Misunderstanding of what "cognitive load" is. It's not measured in ability for a junior picked off a street at random to understand code they never saw before.
There are at least two components to cognitive load: knowledge and working memory. Human working memory is limited, meaning we can only keep track of so much code in our head at the same time, which sets an upper bound on code complexity we're able to handle. If the problem's inherent complexity is greater than that upper bound, you won't be able to effectively solve it at all.

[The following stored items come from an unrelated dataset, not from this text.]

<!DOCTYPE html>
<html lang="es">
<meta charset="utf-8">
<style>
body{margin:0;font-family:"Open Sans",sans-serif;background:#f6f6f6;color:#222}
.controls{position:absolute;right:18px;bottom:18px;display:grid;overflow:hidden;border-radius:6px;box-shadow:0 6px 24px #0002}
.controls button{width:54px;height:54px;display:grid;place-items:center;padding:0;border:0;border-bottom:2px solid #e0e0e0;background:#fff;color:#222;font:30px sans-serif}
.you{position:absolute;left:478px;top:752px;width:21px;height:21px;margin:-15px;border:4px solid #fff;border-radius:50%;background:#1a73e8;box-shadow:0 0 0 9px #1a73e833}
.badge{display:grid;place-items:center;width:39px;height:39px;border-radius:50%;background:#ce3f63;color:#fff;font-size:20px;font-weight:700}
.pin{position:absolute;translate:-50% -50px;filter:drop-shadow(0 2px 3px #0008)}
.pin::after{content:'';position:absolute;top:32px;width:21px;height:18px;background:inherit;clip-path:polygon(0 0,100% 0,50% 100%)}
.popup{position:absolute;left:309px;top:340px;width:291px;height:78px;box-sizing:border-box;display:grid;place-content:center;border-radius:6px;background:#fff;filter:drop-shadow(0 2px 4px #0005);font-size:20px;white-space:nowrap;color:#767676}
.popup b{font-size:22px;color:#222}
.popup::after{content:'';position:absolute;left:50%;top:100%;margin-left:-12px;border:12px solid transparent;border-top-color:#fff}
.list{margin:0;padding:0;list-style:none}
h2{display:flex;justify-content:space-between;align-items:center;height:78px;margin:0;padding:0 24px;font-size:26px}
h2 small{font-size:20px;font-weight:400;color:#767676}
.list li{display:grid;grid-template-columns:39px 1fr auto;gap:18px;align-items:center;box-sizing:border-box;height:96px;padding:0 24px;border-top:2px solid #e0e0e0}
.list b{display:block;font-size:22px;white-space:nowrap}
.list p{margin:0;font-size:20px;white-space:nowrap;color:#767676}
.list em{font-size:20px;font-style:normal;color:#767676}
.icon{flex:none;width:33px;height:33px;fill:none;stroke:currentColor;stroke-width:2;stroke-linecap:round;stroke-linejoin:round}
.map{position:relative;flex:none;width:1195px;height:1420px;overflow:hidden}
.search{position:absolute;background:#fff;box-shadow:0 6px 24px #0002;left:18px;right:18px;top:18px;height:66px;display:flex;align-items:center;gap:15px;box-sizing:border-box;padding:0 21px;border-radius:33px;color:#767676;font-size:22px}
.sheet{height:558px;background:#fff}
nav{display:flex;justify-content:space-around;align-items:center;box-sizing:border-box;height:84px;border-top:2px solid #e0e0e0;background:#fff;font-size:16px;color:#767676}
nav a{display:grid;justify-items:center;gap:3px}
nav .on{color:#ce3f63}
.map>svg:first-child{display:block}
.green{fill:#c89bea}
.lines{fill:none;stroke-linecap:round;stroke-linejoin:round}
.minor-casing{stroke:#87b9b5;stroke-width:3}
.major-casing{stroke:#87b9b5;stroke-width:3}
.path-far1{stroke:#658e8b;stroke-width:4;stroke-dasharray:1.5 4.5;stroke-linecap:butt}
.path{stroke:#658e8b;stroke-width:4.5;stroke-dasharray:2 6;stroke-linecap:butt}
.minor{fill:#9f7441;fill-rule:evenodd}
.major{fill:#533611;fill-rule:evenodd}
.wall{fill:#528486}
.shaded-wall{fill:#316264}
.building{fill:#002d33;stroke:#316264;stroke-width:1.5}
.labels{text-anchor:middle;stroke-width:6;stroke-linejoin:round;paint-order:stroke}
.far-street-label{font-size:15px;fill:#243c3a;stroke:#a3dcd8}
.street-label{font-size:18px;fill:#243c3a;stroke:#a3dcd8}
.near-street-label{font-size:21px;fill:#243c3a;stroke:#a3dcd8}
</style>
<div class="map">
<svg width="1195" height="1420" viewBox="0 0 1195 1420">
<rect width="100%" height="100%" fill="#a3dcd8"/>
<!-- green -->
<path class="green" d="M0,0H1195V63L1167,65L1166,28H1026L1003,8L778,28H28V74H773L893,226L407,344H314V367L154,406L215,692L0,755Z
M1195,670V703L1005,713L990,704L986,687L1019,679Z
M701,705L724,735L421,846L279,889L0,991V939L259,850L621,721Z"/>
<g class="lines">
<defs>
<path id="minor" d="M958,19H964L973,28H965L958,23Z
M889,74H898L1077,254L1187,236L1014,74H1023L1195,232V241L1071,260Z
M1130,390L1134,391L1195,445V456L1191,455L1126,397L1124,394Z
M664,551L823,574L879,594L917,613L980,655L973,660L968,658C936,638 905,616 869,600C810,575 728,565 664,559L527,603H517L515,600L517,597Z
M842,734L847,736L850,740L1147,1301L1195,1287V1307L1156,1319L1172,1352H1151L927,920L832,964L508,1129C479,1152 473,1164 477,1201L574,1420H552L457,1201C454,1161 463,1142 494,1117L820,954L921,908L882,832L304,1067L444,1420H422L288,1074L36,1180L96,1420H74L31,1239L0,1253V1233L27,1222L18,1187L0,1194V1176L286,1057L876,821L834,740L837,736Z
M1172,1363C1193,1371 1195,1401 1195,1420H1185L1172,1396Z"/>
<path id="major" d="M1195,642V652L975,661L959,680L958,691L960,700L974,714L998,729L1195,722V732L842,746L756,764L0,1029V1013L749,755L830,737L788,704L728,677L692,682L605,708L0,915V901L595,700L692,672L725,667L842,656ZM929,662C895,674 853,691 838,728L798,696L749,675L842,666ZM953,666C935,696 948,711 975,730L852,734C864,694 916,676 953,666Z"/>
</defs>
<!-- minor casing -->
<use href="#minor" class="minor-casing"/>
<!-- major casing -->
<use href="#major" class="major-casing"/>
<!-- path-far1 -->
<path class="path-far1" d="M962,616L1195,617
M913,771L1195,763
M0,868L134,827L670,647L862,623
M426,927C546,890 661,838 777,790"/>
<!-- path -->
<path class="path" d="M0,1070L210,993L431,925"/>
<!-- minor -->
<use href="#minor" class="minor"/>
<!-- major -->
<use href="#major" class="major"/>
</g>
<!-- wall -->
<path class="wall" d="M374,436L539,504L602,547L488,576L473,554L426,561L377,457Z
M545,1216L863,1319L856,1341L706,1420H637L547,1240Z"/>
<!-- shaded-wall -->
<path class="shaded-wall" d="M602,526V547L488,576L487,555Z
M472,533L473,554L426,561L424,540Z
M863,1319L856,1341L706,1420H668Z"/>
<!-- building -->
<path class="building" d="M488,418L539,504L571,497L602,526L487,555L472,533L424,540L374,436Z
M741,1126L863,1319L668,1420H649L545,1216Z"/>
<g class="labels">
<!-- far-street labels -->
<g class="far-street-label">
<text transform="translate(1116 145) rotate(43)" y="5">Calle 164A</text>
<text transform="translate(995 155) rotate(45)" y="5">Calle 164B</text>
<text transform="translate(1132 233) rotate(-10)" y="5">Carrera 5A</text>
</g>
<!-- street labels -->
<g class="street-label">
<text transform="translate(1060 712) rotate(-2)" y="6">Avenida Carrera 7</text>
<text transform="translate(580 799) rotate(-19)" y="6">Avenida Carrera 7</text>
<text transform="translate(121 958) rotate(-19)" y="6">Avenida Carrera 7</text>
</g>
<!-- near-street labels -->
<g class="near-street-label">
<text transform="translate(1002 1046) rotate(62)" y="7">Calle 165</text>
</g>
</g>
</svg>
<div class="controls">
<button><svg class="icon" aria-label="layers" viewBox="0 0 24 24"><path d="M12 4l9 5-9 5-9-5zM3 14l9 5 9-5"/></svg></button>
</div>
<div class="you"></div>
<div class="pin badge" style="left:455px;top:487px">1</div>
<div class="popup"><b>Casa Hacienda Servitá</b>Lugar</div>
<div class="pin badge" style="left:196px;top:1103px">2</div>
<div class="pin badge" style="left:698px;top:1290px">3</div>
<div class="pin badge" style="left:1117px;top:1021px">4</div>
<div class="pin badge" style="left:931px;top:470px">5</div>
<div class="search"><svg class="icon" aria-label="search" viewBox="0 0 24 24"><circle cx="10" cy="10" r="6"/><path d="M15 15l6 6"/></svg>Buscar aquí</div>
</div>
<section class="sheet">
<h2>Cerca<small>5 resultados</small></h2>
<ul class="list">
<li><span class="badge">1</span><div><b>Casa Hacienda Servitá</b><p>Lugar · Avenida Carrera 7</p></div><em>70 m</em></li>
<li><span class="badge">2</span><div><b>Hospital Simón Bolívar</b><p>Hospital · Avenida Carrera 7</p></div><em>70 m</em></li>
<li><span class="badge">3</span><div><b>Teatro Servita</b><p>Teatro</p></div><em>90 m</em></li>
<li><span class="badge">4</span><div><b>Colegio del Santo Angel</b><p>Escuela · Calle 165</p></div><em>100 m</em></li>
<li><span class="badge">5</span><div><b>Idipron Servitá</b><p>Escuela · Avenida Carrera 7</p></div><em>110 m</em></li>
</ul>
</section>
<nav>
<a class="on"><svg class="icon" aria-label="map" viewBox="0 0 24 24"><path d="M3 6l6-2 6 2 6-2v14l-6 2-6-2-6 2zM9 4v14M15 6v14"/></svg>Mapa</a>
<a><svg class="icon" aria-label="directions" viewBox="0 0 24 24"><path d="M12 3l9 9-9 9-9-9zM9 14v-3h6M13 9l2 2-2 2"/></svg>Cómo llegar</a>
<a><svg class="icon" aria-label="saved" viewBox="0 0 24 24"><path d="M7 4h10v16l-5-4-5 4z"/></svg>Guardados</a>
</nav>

The point of learning about the domain, learning design patterns, advanced programming techniques, the point of developing languages with powerful features, is to allow people to spend cognitive work up front, learning these techniques and tools, and then forever be able to handle more complexity within their limited working memory. The current zeitgeist of writing dumbest possible code anyone can understand, gets it exactly backwards: the dumber, more junior-friendly the code, the more working memory it takes up, for a fixed amount of problem complexity being addressed. In other words, the dumber code you insist on, the fewer and simpler problems you can solve with it before you hit the hard limits of human brains.
My own belief is that we're already witnessing it all the time - software increasingly sucks and is bug-ridden because industry is trying to save money by making the least experienced people available do most of the actual coding work. Basically, software quality and productivity, as well as the complexity of problems it can address, is being limited by working memory of junior developers.
(The industry doesn't actually stop people from learning - it just forces people who reached a minimum amount of competence and want to earn more money to switch to faux-management, which "senior" and above roles increasingly are.)